Bien es verdad que porque no piensan – o sí, pero vaya nadie a saber qué hay en la cabeza de un perro, o de un gato, o de un salmonete o de un estornino – pero, ¿es razón suficiente que los humanos si pensemos para hablar tanto como hablamos?

Se puede argumentar que porque los humanos somos seres sociables. Pero hay muchas especies de animales que también lo son, y sin embargo callan, con perfecta naturalidad y sin aparente esfuerzo, sin tener que morderse la lengua porque tal o cual cosa que pueda decirse – y que es un decir, ya que decir no pueden – vaya a molestar, o ser mal interpretada o, sencillamente, porque consideren que el expresarla es del todo innecesario y no va a aportar nada de interés a quien pueda escucharlo ni aún en el caso de que hablen el mismo idioma.

Los humanos no.

Los humanos informamos a quien nos venga a mano de que tenemos frío, o una gotera en el baño, o de que se nos ha averiado la lavadora; también de a qué lugar iremos de vacaciones o de que – y ahí pueden empezar los problemas por absurdo que parezca – nos gusta mucho el arroz con leche pero aborrecemos los calamares en su tinta.

Parece muy inocente, sí; pero de la manera más tonta del mundo las cosas se lían, de a poquitos pero se lían, y no por causa propiamente del arroz ni de la leche ni de los calamares ni de la tinta, sino porque a lo mejor resulta que al interlocutor le sucede justo al revés y protesta escandalizado que cómo te puede gustar el arroz con leche o que eso lo dices porque no has probado sus calamares, que se salen por cierto de maravilla.

Y te da la receta con su poquito de esto y de lo otro y su pizquita de…
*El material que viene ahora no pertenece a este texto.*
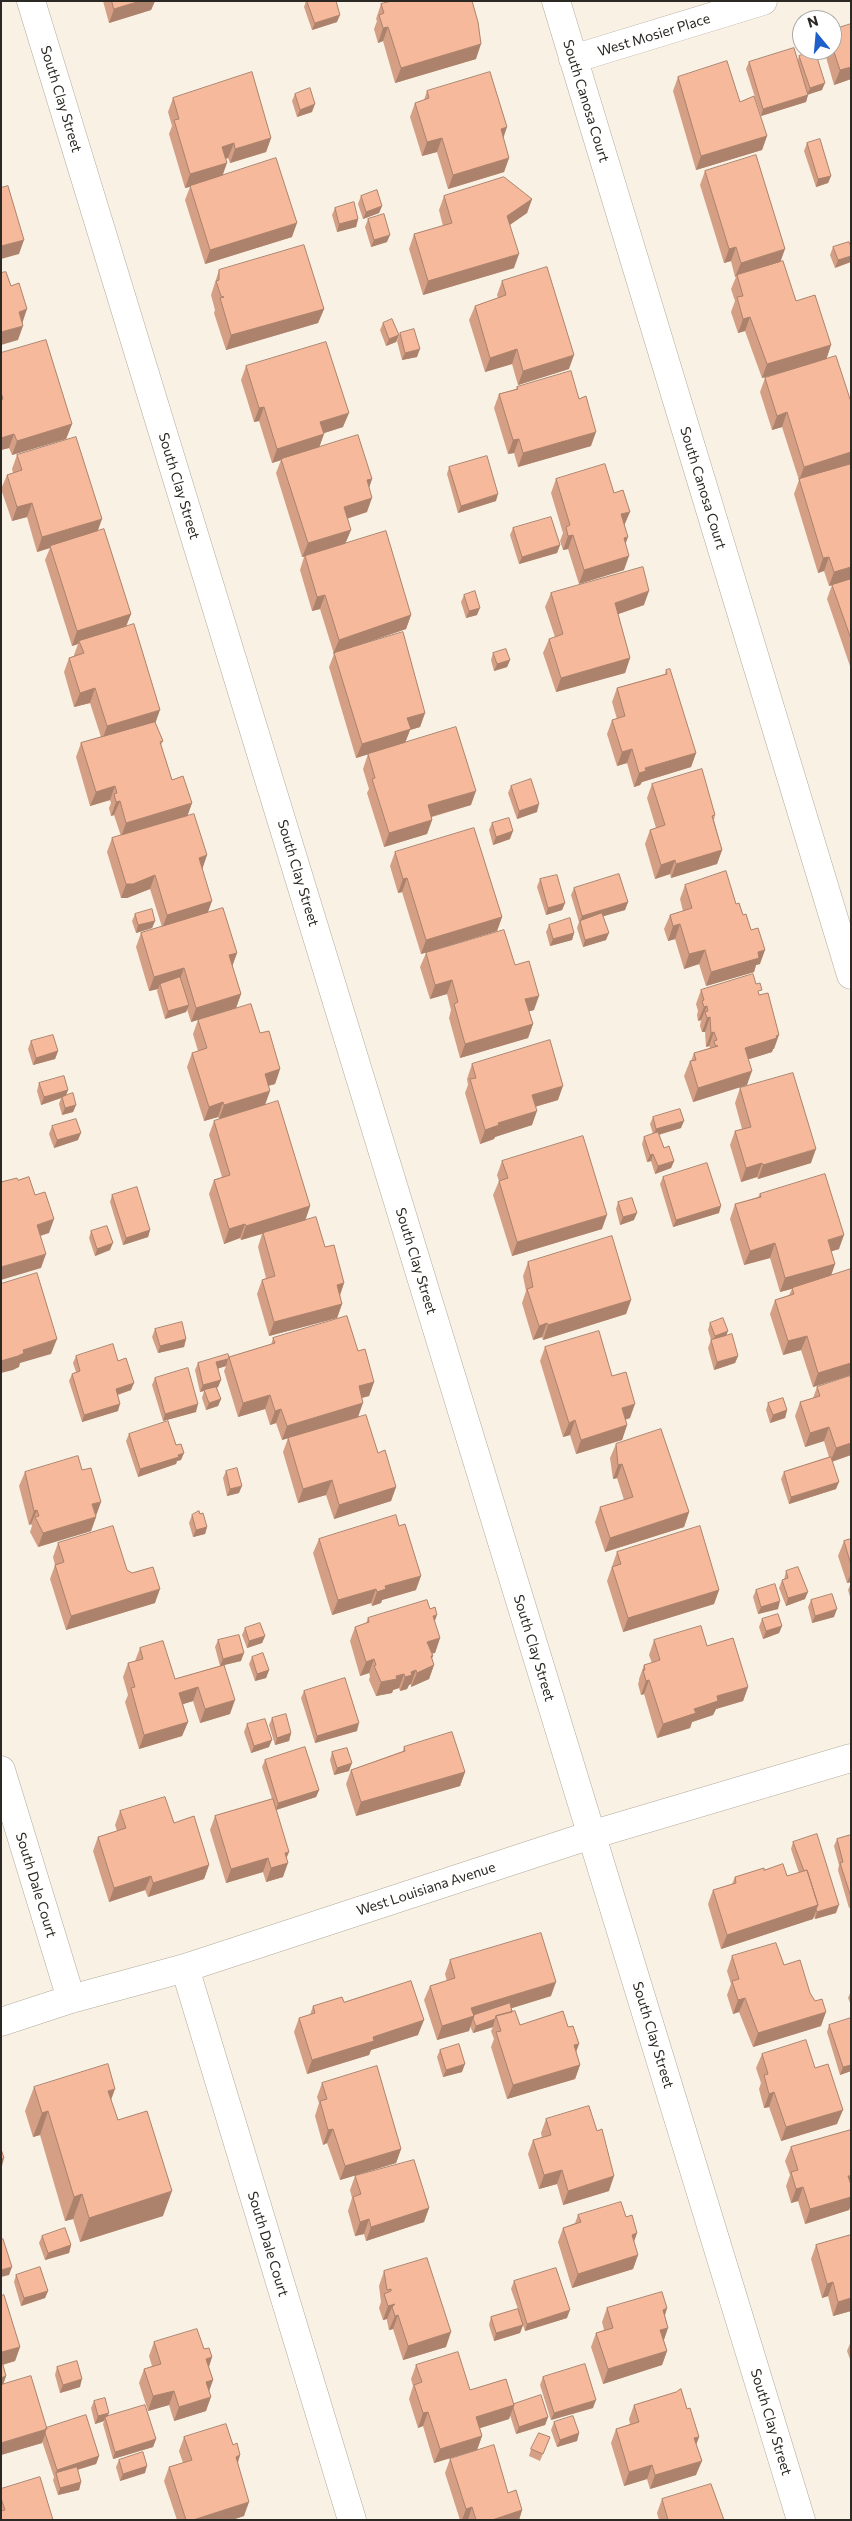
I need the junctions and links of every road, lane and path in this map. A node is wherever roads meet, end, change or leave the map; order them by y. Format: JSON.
{"nodes":[{"id":1,"x":32,"y":1,"type":"edge"},
{"id":2,"x":556,"y":1,"type":"edge"},
{"id":3,"x":763,"y":1,"type":"edge"},
{"id":4,"x":573,"y":59,"type":"junction"},
{"id":5,"x":851,"y":975,"type":"edge"},
{"id":6,"x":851,"y":1758,"type":"edge"},
{"id":7,"x":1,"y":1770,"type":"edge"},
{"id":8,"x":591,"y":1836,"type":"junction"},
{"id":9,"x":185,"y":1968,"type":"junction"},
{"id":10,"x":71,"y":1999,"type":"junction"},
{"id":11,"x":1,"y":2022,"type":"edge"},
{"id":12,"x":352,"y":2520,"type":"edge"},
{"id":13,"x":801,"y":2520,"type":"edge"}],
"edges":[{"from":1,"to":8,"type":"street","name":"South Clay Street"},
{"from":2,"to":4,"type":"street","name":"South Canosa Court"},
{"from":3,"to":4,"type":"street","name":"West Mosier Place"},
{"from":4,"to":5,"type":"street","name":"South Canosa Court"},
{"from":6,"to":8,"type":"street","name":"West Louisiana Avenue"},
{"from":7,"to":10,"type":"street","name":"South Dale Court"},
{"from":8,"to":9,"type":"street","name":"West Louisiana Avenue"},
{"from":8,"to":13,"type":"street","name":"South Clay Street"},
{"from":9,"to":10,"type":"street","name":"West Louisiana Avenue"},
{"from":9,"to":12,"type":"street","name":"South Dale Court"},
{"from":10,"to":11,"type":"street","name":"West Louisiana Avenue"}]}
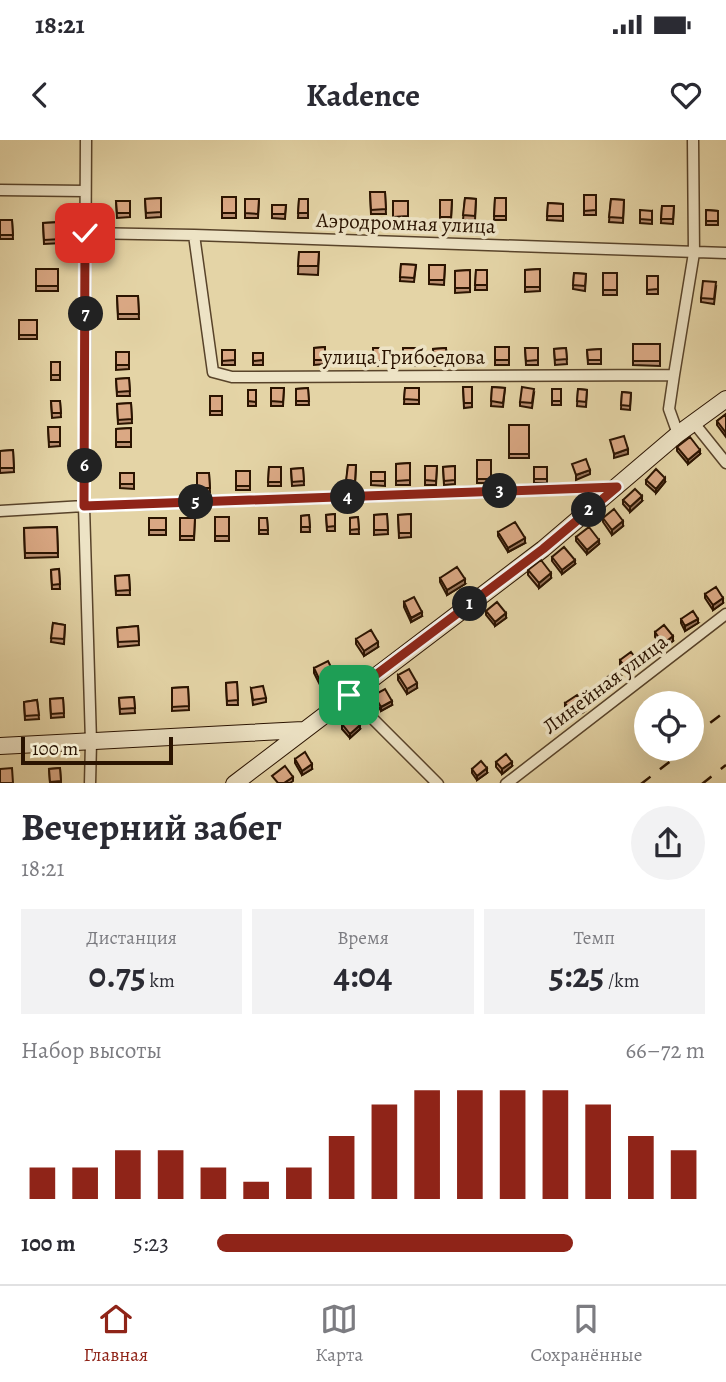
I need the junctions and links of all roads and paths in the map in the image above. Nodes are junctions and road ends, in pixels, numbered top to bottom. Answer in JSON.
{"nodes":[{"id":1,"x":86,"y":140,"type":"edge"},
{"id":2,"x":693,"y":140,"type":"edge"},
{"id":3,"x":0,"y":190,"type":"edge"},
{"id":4,"x":85,"y":191,"type":"junction"},
{"id":5,"x":85,"y":233,"type":"junction"},
{"id":6,"x":194,"y":235,"type":"junction"},
{"id":7,"x":694,"y":253,"type":"junction"},
{"id":8,"x":726,"y":253,"type":"edge"},
{"id":9,"x":674,"y":375,"type":"junction"},
{"id":10,"x":726,"y":399,"type":"edge"},
{"id":11,"x":694,"y":423,"type":"junction"},
{"id":12,"x":678,"y":434,"type":"junction"},
{"id":13,"x":726,"y":463,"type":"edge"},
{"id":14,"x":617,"y":487,"type":"junction"},
{"id":15,"x":84,"y":506,"type":"junction"},
{"id":16,"x":0,"y":511,"type":"edge"},
{"id":17,"x":726,"y":614,"type":"edge"},
{"id":18,"x":349,"y":695,"type":"junction"},
{"id":19,"x":303,"y":730,"type":"junction"},
{"id":20,"x":91,"y":742,"type":"junction"},
{"id":21,"x":0,"y":746,"type":"edge"},
{"id":22,"x":90,"y":783,"type":"edge"},
{"id":23,"x":234,"y":783,"type":"edge"},
{"id":24,"x":438,"y":783,"type":"edge"},
{"id":25,"x":506,"y":783,"type":"edge"}],
"edges":[{"from":1,"to":4,"type":"street"},
{"from":2,"to":7,"type":"street"},
{"from":3,"to":4,"type":"street"},
{"from":4,"to":5,"type":"street"},
{"from":5,"to":6,"type":"street","name":"Аэродромная улица"},
{"from":5,"to":15,"type":"street"},
{"from":6,"to":7,"type":"street","name":"Аэродромная улица"},
{"from":6,"to":9,"type":"street","name":"улица Грибоедова"},
{"from":7,"to":8,"type":"street","name":"Аэродромная улица"},
{"from":7,"to":9,"type":"street"},
{"from":9,"to":12,"type":"street"},
{"from":10,"to":11,"type":"street"},
{"from":11,"to":12,"type":"street"},
{"from":11,"to":13,"type":"street"},
{"from":12,"to":14,"type":"street"},
{"from":14,"to":15,"type":"street"},
{"from":14,"to":18,"type":"street"},
{"from":15,"to":16,"type":"street"},
{"from":15,"to":20,"type":"street"},
{"from":17,"to":25,"type":"street","name":"Линейная улица"},
{"from":18,"to":19,"type":"street"},
{"from":18,"to":24,"type":"street"},
{"from":19,"to":20,"type":"street"},
{"from":19,"to":23,"type":"street"},
{"from":20,"to":21,"type":"street"},
{"from":20,"to":22,"type":"street"}]}
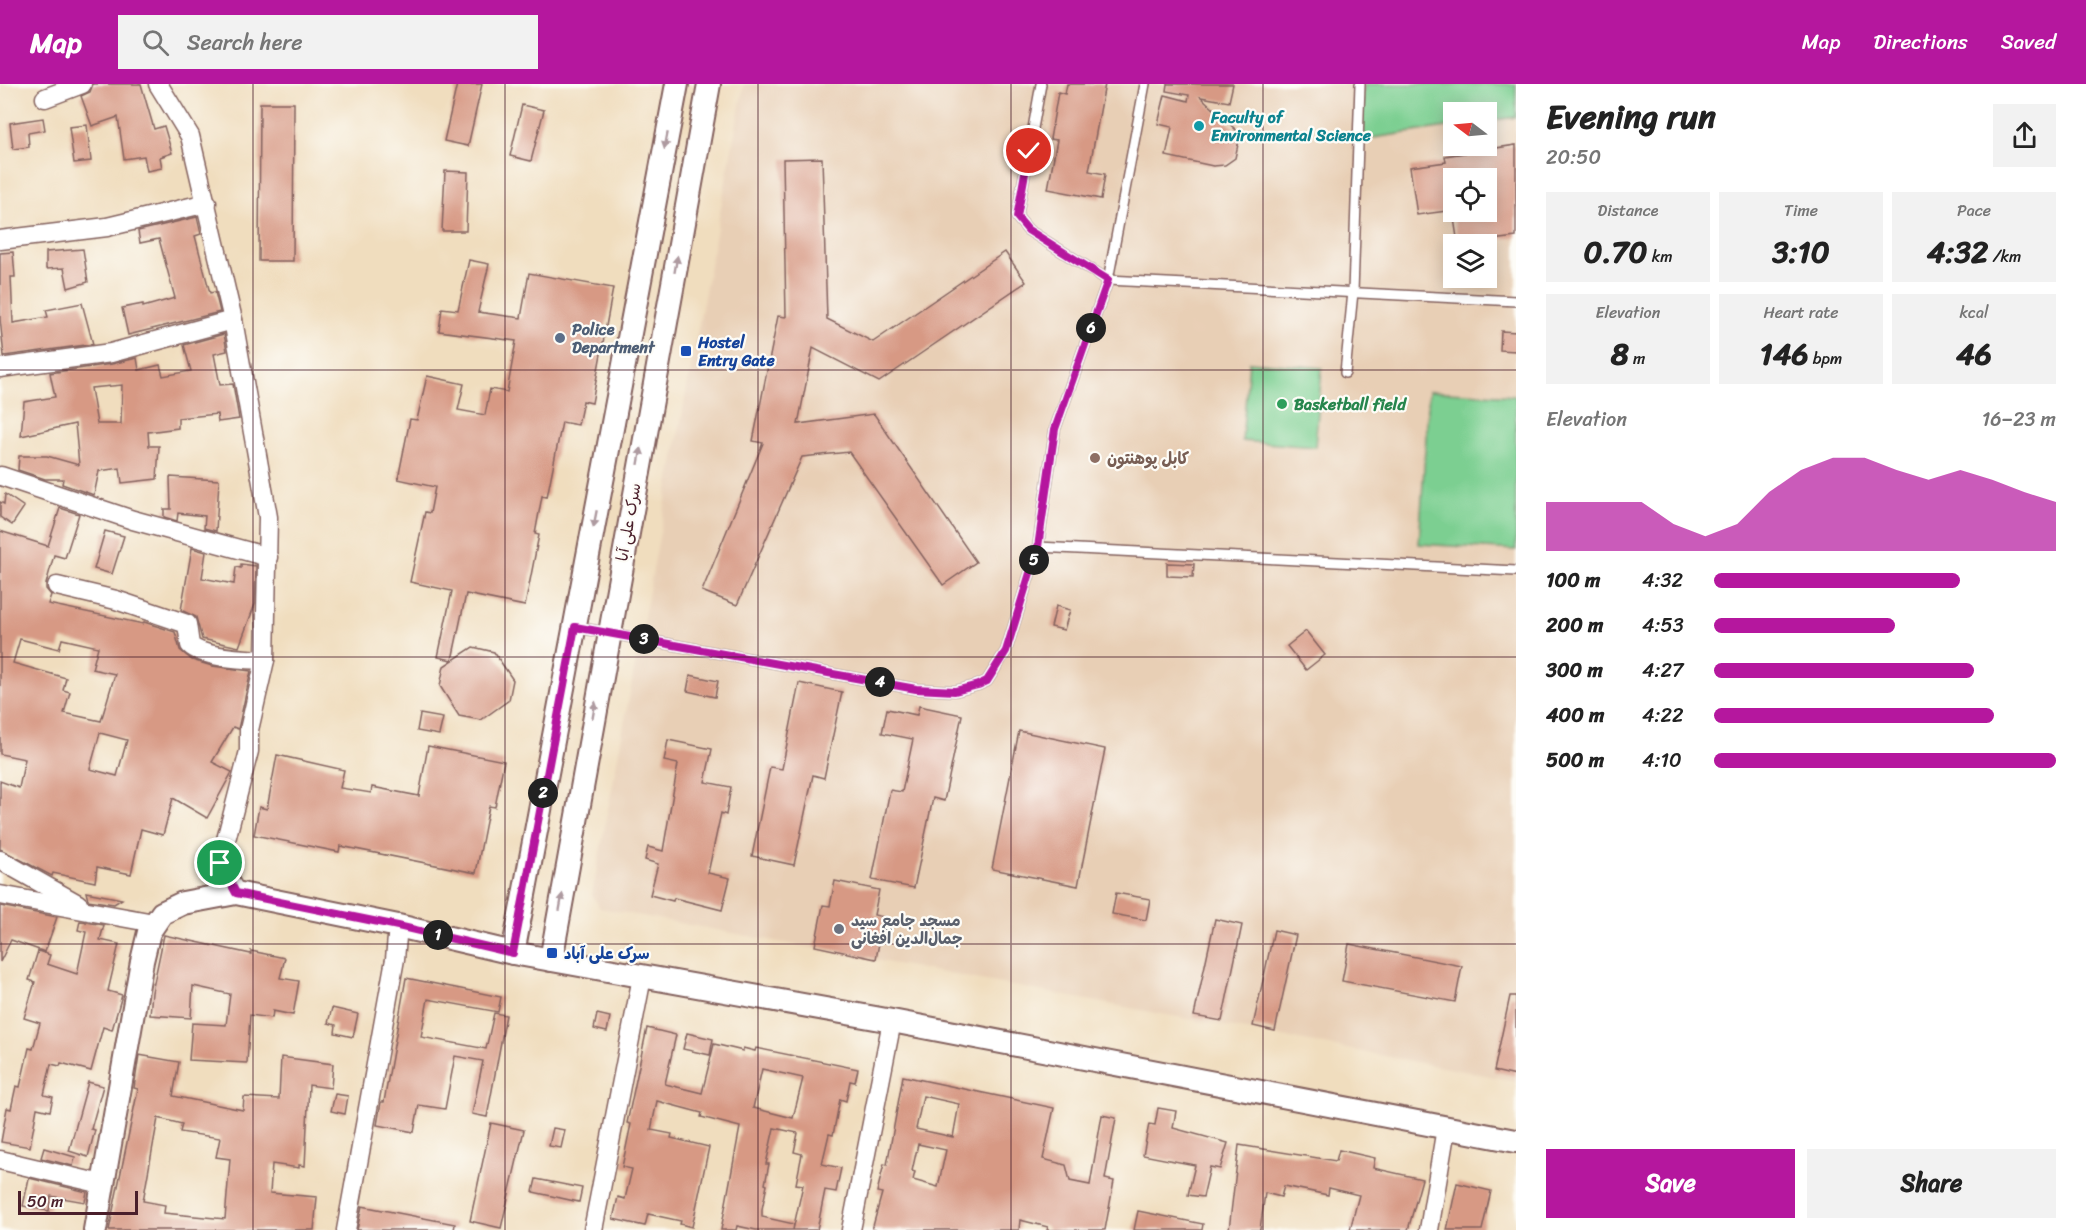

Y el otro escucha, con educación pero sin ganas ni la más remota intención de cocinarlos bien porque – insiste – no le gustan o porque (y lo dice) no le gusta cocinar y, en tal caso, el otro, pues que “ah qué suerte, tienes quien te lo dé hecho”.

Y así, como quien dice sin sentir ni echar cuenta de unas consecuencias que pueden dar mucho de sí y algún disgusto, uno empieza a largar que si vive solo y suele comer de cafetería y que si por la noche se las arregla con un bocadillo y una fruta o una ensalada que, por cierto – he ahí un nuevo peligro con el que no se contaba –, al cobaya le encanta la lechuga y le pone una hoja.

Ello da lugar a que “ah, tienes un cobaya”. Y el otro, lo que son las cosas, pues que un hurón.

Y el que tiene el hurón que jamás tendría un cobaya, y el que tiene un cobaya que nunca…

Aunque cabe la posibilidad de que los dos tengan la misma mascota – bueno, cada uno la suya pero de la misma especie –, y entonces muy bien; o no tienen mascota, ninguno, y también muy bien.

De manera que, bueno, parece que congenian.

Y cómo parece que congenian la siguiente vez que se encuentran intercambian una sonrisa y se interesa cada uno por las pequeñas cotidianidades del otro.

Pero llega un día que sin motivo aparente uno está menos comunicativo, por lo que sea, pero no tiene ganas de sonreír ni de hablar del cobaya o el hurón ni de comunicar a nadie que tiene o no tiene una gotera ni, tampoco, explicar por qué le parece absurdo y pérdida de tiempo el gastar palabras y saliva en decir cosas que en realidad no importan. O importan, sí, con toda la importancia que tienen todos los avatares pequeños o grandes del cada día para ser remanso, respiro ocasional que libera, mientras dura, de la angustia que de verdad es el meollo de la vida.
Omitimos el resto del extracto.